Closed ceres-c closed 3 years ago
Hi @ceres-c, I'm not too familiar with de4js, I stay mostly within the JS ecosystem. Can you provide the settings or the deobfuscated output for each in a gist?
The online deobfuscator doesn't deobfuscate the first JS resource either, on the default settings anyway.
I'm very sorry, but apparently, when I first posted this issue in the other repo, this was one of those "It's 3 AM and I've been awake way too much" moments. Tired me probably mixed up js files and thought one of them was correctly deobfuscated while, in fact, it was not and I probably did simply load the wrong one in de4js. So, I withdraw my statement: the scripts are not deobfuscated. Also, in the second script, the first function is only minified, not obfuscated, so... Yeah, I pretty much got everything wrong.
How would you go about deobfuscating something like this. Not looking for step by step instructions, of course, but some pointers. I have seen some examples of control flow reconstruction accomplished through symbolic execution ( https://blog.quarkslab.com/deobfuscation-recovering-an-ollvm-protected-program.html ) but I don't know if similar techniques could be applied to JS as well
Updating this after quite some time (had to deal with uni exams) I ended up lifting the AST to a CFG, then basically had to implement a decompiler (based on angr, with some substantial changes) in order to reconstruct branching and looping blocks, then output another AST and, finally, code. Now I have readable and working code, it's not anymore a huge state machine with goto-like constructs. I'll publish everything in a couple of months when I'm done writing my thesis
Now I'm facing another deobfuscation task: simplifying strings declarations and, possibly variable assignments. I have constructs such as
var o = "o";
o += "na";
o += "udiopr";
o += "oc";
o += "e";
o += "s";
o += "s";
Up to now I have written a simple reducer (based on LazyCloneReducer) to analyze the file row by row, detect reads/writes/assignments and I'm keeping track of variables (literals only) in a map structure, in order to update them line by line until they're actually read with their final value.

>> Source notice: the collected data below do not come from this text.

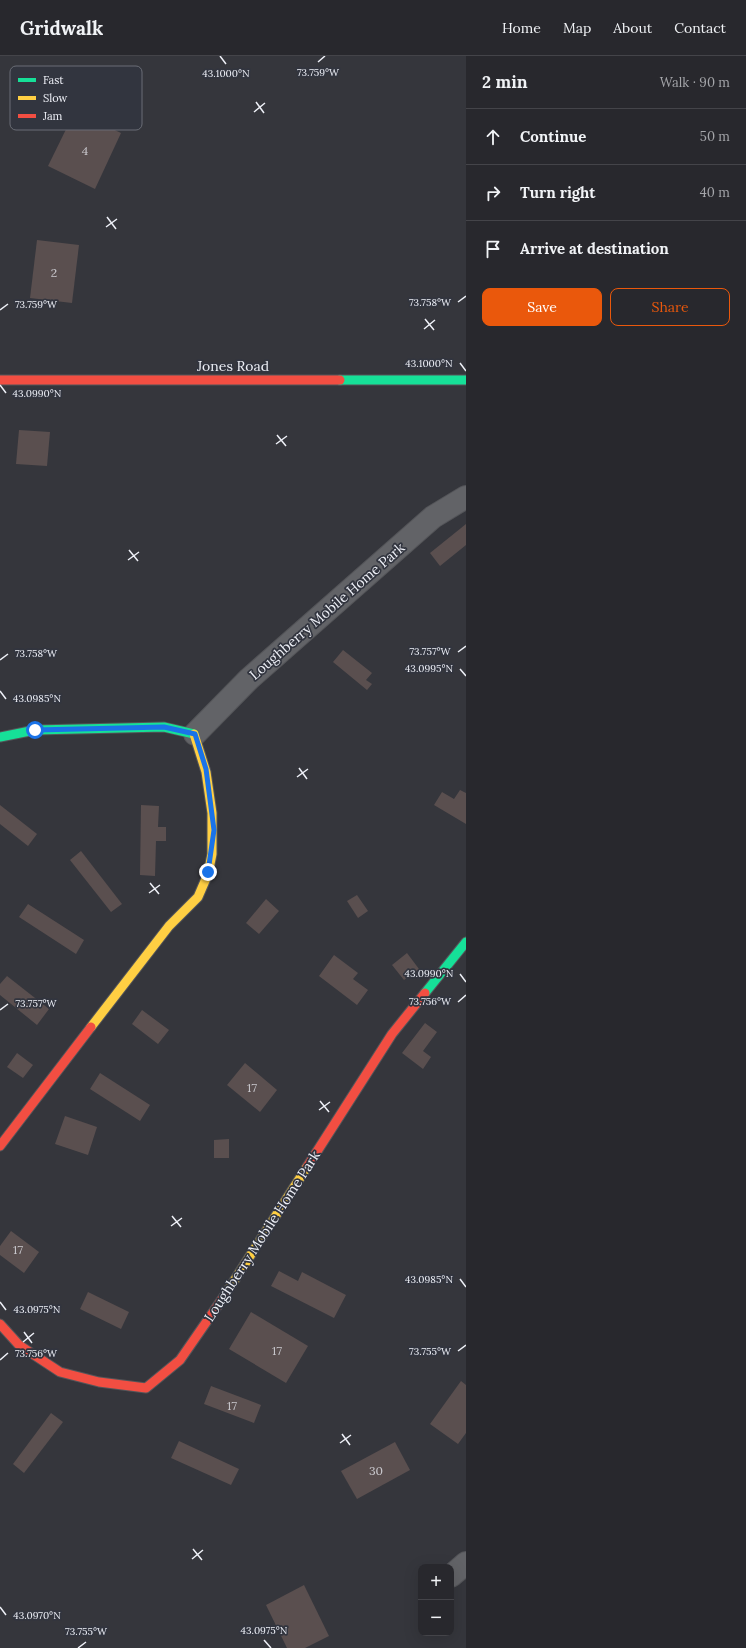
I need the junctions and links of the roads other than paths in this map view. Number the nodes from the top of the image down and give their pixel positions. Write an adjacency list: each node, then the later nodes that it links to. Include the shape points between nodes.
1 (0, 380): 2 (street, Jones Road)
2 (466, 380)
3 (466, 497): 4 (street, Loughberry Mobile Home Park, via 433,517 249,679)
4 (195, 734): 5 (street, via 164,727 35,730); 7 (street, via 206,769 214,830 208,872 200,894 169,926)
5 (0, 737)
6 (466, 942): 8 (street, Loughberry Mobile Home Park, via 392,1034 229,1289 180,1360 146,1388 99,1382 60,1372 19,1345)
7 (0, 1146)
8 (0, 1324)
9 (466, 1563): 10 (street)
10 (454, 1573)

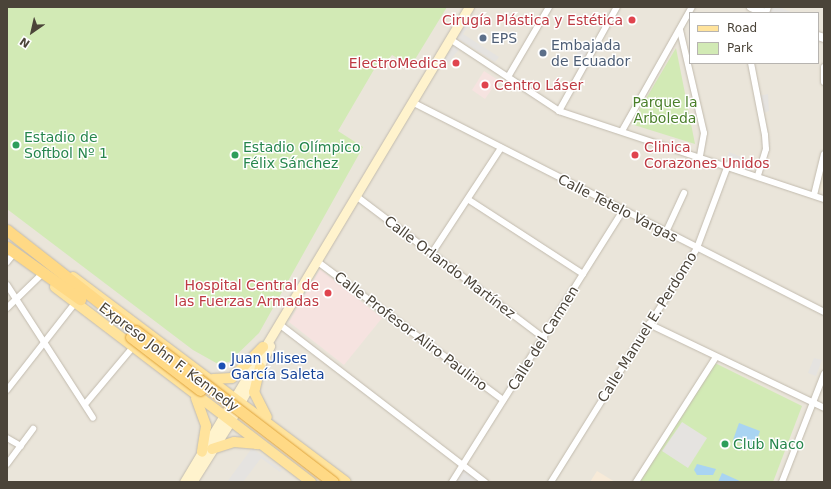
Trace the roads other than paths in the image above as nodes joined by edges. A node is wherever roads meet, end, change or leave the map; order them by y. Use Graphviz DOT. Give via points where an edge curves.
graph roads {
  1 [pos="469,7"];
  2 [pos="549,7"];
  3 [pos="617,7"];
  4 [pos="751,7"];
  5 [pos="763,12"];
  6 [pos="689,13"];
  7 [pos="680,30"];
  8 [pos="450,38"];
  9 [pos="751,64"];
  10 [pos="824,67"];
  11 [pos="508,77"];
  12 [pos="824,82"];
  13 [pos="412,102"];
  14 [pos="559,111"];
  15 [pos="622,131"];
  16 [pos="501,148"];
  17 [pos="824,154"];
  18 [pos="700,155"];
  19 [pos="728,165"];
  20 [pos="758,175"];
  21 [pos="684,193"];
  22 [pos="814,195"];
  23 [pos="356,196"];
  24 [pos="824,199"];
  25 [pos="469,200"];
  26 [pos="623,210"];
  27 [pos="7,230"];
  28 [pos="666,232"];
  29 [pos="697,248"];
  30 [pos="11,249"];
  31 [pos="432,253"];
  32 [pos="7,262"];
  33 [pos="318,262"];
  34 [pos="56,268"];
  35 [pos="583,274"];
  36 [pos="46,277"];
  37 [pos="7,285"];
  38 [pos="17,300"];
  39 [pos="75,303"];
  40 [pos="7,308"];
  41 [pos="824,312"];
  42 [pos="649,324"];
  43 [pos="278,327"];
  44 [pos="133,338"];
  45 [pos="544,338"];
  46 [pos="45,340"];
  47 [pos="263,347"];
  48 [pos="716,357"];
  49 [pos="183,358"];
  50 [pos="260,367"];
  51 [pos="824,374"];
  52 [pos="171,376"];
  53 [pos="207,376"];
  54 [pos="187,388"];
  55 [pos="7,390"];
  56 [pos="237,399"];
  57 [pos="504,400"];
  58 [pos="86,403"];
  59 [pos="812,405"];
  60 [pos="824,408"];
  61 [pos="93,418"];
  62 [pos="226,419"];
  63 [pos="33,429"];
  64 [pos="284,434"];
  65 [pos="7,438"];
  66 [pos="293,441"];
  67 [pos="261,444"];
  68 [pos="21,446"];
  69 [pos="212,449"];
  70 [pos="202,452"];
  71 [pos="281,459"];
  72 [pos="7,464"];
  73 [pos="463,465"];
  74 [pos="184,482"];
  75 [pos="192,482"];
  76 [pos="311,482"];
  77 [pos="321,482"];
  78 [pos="333,482"];
  79 [pos="346,482"];
  80 [pos="452,482"];
  81 [pos="485,482"];
  82 [pos="551,482"];
  83 [pos="636,482"];
  84 [pos="782,482"];
  1 -- 8 [label="main road"];
  2 -- 11 [label="street"];
  3 -- 14 [label="street"];
  4 -- 5 [label="street"];
  6 -- 7 [label="street"];
  7 -- 15 [label="street"];
  7 -- 18 [label="street" via="704,133"];
  8 -- 11 [label="street"];
  8 -- 13 [label="main road"];
  9 -- 20 [label="street" via="766,135 766,149"];
  10 -- 12 [label="street"];
  11 -- 14 [label="street"];
  13 -- 16 [label="street, Calle Tetelo Vargas"];
  13 -- 23 [label="main road"];
  14 -- 15 [label="street"];
  15 -- 18 [label="street"];
  16 -- 25 [label="street"];
  16 -- 26 [label="street, Calle Tetelo Vargas"];
  17 -- 22 [label="street"];
  18 -- 19 [label="street"];
  19 -- 20 [label="street"];
  19 -- 29 [label="street, Calle Manuel E. Perdomo"];
  20 -- 22 [label="street"];
  21 -- 28 [label="street"];
  22 -- 24 [label="street"];
  23 -- 31 [label="street, Calle Orlando Martínez"];
  23 -- 33 [label="main road"];
  25 -- 31 [label="street"];
  25 -- 35 [label="street"];
  26 -- 28 [label="street, Calle Tetelo Vargas"];
  26 -- 35 [label="street, Calle del Carmen"];
  27 -- 34 [label="highway, Expreso John F. Kennedy"];
  28 -- 29 [label="street, Calle Tetelo Vargas"];
  29 -- 41 [label="street, Calle Tetelo Vargas"];
  29 -- 42 [label="street, Calle Manuel E. Perdomo"];
  30 -- 32 [label="street"];
  30 -- 36 [label="highway, Expreso John F. Kennedy"];
  31 -- 45 [label="street, Calle Orlando Martínez"];
  33 -- 43 [label="main road"];
  33 -- 57 [label="street, Calle Profesor Aliro Paulino"];
  34 -- 44 [label="highway, Expreso John F. Kennedy"];
  34 -- 49 [label="main road" via="89,286"];
  35 -- 45 [label="street, Calle del Carmen"];
  36 -- 38 [label="street"];
  36 -- 39 [label="main road"];
  36 -- 44 [label="highway, Expreso John F. Kennedy"];
  37 -- 38 [label="street"];
  38 -- 40 [label="street"];
  38 -- 46 [label="street"];
  39 -- 44 [label="main road"];
  39 -- 46 [label="street"];
  42 -- 48 [label="street"];
  42 -- 82 [label="street, Calle Manuel E. Perdomo"];
  43 -- 47 [label="main road"];
  43 -- 50 [label="main road"];
  43 -- 73 [label="street"];
  44 -- 52 [label="main road"];
  44 -- 58 [label="street"];
  44 -- 77 [label="highway, Expreso John F. Kennedy, bridge"];
  44 -- 78 [label="highway, Expreso John F. Kennedy, bridge"];
  45 -- 57 [label="street, Calle del Carmen"];
  46 -- 55 [label="street"];
  46 -- 58 [label="street"];
  47 -- 53 [label="main road" via="232,378 224,381"];
  47 -- 56 [label="main road"];
  48 -- 59 [label="street"];
  48 -- 83 [label="street"];
  49 -- 52 [label="main road" via="188,366 215,385 216,394 207,397 179,377"];
  49 -- 53 [label="main road"];
  50 -- 56 [label="main road"];
  50 -- 64 [label="main road" via="254,385 255,400"];
  51 -- 59 [label="street"];
  52 -- 54 [label="main road"];
  53 -- 56 [label="main road"];
  54 -- 62 [label="main road"];
  54 -- 70 [label="main road" via="199,401 205,418"];
  56 -- 62 [label="main road"];
  56 -- 64 [label="main road"];
  57 -- 73 [label="street, Calle del Carmen"];
  58 -- 61 [label="street"];
  59 -- 60 [label="street"];
  59 -- 84 [label="street"];
  62 -- 67 [label="main road"];
  62 -- 69 [label="main road"];
  62 -- 70 [label="main road"];
  63 -- 68 [label="street"];
  64 -- 66 [label="main road"];
  65 -- 68 [label="street"];
  66 -- 71 [label="main road" via="285,440 257,419 249,421 248,429"];
  66 -- 79 [label="main road"];
  67 -- 69 [label="main road" via="234,442"];
  67 -- 71 [label="main road"];
  68 -- 72 [label="street"];
  69 -- 75 [label="main road"];
  70 -- 74 [label="main road"];
  71 -- 76 [label="main road"];
  73 -- 80 [label="street"];
  73 -- 81 [label="street"];
}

Problem is: this approach isn't really sound. I have issues with ComputedMemberAssignmentTarget (Ei[67] = r
) and StaticMemberAssignmentTarget (Qe.type = xo
) since I don't have a real heap storing data and zero knowledge on the data type during analysis. I'm not sure I want to get into symbolic execution, to be honest
Do you have any suggestion @jsoverson? Maybe I can't see some obvious and industry standard solution to this kind of issues
I've finally published the code here, in case anyone is interested https://github.com/ceres-c/bulldozer
Hello, I'm reverse engineering some scripts from AliExpress and they are using an obfuscator unknown to me and I've been redirected here from https://github.com/lelinhtinh/de4js/. The obfuscator I'm facing is partially supported by de4js, since some js are successfully deobfuscated, some only partyially and some others not at all. I'm very sorry to open such an uninformative issue plainly asking for help, but I'm not really into JS and obfuscation, so all of this is new to me. Would you mind having a look?

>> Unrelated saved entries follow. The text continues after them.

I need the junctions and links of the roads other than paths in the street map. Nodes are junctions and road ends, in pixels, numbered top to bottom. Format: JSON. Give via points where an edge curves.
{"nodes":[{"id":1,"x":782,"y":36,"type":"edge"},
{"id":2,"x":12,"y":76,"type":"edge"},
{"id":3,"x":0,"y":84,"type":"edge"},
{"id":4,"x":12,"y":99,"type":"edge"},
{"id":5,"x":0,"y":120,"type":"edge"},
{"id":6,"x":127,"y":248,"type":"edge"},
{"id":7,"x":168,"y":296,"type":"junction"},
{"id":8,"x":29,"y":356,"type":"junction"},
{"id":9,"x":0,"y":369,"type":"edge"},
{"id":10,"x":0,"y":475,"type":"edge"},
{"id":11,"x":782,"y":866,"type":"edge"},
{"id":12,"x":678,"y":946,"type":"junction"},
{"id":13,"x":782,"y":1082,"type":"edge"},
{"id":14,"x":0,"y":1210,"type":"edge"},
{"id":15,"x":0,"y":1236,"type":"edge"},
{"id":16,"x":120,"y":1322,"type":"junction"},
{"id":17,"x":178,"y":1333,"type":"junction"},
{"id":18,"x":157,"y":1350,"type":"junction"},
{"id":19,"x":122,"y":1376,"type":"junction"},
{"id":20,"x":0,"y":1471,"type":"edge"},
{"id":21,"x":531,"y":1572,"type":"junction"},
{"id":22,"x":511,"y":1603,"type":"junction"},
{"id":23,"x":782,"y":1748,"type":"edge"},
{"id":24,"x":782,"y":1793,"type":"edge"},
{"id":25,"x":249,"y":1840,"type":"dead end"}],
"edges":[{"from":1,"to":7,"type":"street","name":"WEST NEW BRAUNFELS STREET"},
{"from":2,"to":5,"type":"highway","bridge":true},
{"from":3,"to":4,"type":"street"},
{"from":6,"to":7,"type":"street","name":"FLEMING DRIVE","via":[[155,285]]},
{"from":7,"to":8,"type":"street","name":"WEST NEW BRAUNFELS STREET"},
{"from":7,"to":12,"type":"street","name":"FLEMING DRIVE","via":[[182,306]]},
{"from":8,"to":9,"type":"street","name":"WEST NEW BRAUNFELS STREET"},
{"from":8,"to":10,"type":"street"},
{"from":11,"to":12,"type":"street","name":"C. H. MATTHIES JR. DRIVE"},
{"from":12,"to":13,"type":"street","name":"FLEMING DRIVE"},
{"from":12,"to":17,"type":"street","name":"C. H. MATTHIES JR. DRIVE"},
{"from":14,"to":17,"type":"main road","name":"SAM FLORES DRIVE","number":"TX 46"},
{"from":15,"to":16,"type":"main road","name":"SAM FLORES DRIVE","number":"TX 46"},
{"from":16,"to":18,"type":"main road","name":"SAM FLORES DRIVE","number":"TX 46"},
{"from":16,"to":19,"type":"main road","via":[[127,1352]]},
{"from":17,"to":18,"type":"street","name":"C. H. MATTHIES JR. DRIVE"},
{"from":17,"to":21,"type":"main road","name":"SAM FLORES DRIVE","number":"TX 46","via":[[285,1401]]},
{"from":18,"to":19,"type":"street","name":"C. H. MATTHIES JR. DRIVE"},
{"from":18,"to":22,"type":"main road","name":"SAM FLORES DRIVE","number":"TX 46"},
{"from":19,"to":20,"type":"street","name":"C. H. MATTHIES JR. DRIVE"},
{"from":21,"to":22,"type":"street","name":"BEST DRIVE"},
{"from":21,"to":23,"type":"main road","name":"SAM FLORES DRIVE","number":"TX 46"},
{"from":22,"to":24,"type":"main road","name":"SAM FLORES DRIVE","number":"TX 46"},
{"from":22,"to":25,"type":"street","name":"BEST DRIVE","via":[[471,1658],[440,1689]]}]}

Javascript which can be fully deobfuscated
Javascript which can be partially deobfuscated (only the first function)
Javascript which can't be deobfuscated
From an external point of view, these files look pretty much the same regarding the techniques applied (string chunking and rotation, control flow flattening via giant switch cases...), but the deobfuscator does not like some of them. Sorry to bother you.